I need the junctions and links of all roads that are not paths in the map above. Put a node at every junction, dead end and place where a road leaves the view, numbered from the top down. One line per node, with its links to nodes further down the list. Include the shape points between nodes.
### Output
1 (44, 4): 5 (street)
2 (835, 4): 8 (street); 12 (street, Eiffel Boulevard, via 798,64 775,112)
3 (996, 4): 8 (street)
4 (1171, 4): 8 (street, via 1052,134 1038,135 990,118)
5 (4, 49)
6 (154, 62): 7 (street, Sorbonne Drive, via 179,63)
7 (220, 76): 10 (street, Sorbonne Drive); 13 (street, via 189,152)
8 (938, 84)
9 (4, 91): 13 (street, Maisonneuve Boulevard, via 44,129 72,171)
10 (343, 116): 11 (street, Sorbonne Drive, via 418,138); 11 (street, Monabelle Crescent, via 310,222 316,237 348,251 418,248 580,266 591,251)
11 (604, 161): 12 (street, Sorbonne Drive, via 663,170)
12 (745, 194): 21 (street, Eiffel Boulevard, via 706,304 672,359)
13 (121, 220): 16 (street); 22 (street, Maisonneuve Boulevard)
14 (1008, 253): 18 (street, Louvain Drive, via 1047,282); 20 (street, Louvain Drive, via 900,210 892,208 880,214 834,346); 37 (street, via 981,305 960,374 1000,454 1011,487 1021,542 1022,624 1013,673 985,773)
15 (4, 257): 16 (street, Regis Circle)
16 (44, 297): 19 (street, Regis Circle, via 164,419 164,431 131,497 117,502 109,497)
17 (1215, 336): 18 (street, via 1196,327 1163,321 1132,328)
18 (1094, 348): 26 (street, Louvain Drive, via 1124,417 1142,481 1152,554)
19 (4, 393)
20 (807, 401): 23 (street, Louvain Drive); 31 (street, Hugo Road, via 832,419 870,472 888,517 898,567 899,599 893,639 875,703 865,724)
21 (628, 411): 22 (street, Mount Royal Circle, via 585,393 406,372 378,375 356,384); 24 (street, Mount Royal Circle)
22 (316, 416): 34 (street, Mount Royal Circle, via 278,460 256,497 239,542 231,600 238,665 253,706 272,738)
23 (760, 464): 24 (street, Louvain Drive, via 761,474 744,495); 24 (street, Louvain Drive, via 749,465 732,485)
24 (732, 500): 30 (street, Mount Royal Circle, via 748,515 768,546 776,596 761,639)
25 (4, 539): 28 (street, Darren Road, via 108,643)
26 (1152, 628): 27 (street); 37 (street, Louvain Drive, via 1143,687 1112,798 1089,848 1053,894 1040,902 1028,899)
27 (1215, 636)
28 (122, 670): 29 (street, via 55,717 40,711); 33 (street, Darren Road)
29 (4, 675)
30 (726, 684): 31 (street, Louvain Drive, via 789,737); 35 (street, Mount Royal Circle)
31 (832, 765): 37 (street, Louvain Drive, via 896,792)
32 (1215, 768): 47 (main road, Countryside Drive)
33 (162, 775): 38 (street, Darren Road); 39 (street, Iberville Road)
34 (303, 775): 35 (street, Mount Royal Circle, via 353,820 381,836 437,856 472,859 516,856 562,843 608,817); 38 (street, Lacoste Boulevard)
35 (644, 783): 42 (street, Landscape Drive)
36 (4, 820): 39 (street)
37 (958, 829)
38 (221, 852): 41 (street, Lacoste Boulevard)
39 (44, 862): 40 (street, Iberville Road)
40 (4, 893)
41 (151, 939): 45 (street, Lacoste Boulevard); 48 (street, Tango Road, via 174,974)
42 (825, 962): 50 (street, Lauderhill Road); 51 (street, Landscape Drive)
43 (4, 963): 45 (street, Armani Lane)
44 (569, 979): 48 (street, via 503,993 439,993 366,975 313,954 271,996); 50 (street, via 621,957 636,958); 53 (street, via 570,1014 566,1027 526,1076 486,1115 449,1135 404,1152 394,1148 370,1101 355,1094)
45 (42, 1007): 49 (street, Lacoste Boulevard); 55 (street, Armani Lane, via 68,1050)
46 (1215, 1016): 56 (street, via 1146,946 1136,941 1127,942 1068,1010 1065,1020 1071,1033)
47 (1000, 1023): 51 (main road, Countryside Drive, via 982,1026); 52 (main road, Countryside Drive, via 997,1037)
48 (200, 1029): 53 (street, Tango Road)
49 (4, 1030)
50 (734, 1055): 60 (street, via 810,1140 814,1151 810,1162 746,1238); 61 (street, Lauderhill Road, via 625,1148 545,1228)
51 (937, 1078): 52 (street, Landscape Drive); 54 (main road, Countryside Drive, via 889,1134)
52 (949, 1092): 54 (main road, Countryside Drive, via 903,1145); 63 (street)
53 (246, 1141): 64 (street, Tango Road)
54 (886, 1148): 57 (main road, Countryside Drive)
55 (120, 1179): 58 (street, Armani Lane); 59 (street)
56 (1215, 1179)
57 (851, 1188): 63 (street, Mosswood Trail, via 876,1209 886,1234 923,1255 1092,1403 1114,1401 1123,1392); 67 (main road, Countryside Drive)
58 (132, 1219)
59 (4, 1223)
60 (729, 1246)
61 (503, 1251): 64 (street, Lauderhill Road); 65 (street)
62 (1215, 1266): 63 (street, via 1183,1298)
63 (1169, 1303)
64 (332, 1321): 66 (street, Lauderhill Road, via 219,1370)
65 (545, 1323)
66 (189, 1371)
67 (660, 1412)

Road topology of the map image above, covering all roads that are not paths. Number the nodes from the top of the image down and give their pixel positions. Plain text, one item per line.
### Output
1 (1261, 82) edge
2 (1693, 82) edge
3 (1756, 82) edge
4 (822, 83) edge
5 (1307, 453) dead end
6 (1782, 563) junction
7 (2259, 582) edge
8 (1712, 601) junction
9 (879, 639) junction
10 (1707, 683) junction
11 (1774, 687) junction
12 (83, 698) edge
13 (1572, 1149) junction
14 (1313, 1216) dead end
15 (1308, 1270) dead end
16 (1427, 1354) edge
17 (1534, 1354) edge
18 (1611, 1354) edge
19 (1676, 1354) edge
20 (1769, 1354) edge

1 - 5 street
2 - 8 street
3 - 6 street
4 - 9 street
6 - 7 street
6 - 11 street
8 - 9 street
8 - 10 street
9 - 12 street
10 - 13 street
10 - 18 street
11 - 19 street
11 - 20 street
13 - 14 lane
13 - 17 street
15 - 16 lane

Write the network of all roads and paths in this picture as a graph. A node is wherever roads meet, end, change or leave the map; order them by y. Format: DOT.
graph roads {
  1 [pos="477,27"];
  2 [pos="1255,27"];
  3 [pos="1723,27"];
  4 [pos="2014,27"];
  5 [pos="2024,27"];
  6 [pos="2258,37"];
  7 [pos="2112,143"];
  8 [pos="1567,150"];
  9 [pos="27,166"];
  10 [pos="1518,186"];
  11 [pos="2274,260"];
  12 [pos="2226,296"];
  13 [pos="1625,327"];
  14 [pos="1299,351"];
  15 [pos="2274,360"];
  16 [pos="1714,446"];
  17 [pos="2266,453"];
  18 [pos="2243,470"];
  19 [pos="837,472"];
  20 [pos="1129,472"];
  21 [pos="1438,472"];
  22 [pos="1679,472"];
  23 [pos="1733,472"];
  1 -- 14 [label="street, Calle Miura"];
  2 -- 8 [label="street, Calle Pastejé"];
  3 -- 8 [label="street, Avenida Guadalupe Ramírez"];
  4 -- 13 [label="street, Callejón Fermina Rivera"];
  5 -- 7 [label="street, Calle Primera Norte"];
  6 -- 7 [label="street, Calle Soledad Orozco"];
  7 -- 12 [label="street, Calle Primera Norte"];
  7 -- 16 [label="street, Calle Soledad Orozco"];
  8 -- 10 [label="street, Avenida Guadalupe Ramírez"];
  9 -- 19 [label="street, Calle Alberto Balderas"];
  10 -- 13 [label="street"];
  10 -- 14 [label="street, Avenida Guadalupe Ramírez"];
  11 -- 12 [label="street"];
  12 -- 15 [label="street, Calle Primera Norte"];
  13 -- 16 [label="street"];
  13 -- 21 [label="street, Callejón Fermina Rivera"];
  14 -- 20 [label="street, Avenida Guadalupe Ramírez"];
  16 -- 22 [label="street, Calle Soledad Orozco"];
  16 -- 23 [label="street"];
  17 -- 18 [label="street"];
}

*****

▶ ABOUT THIS TASK
In the listing above, each line with the word "Orozco" is to be copied out.

▶ SOLUTION BELOW
  6 -- 7 [label="street, Calle Soledad Orozco"];
  7 -- 16 [label="street, Calle Soledad Orozco"];
  16 -- 22 [label="street, Calle Soledad Orozco"];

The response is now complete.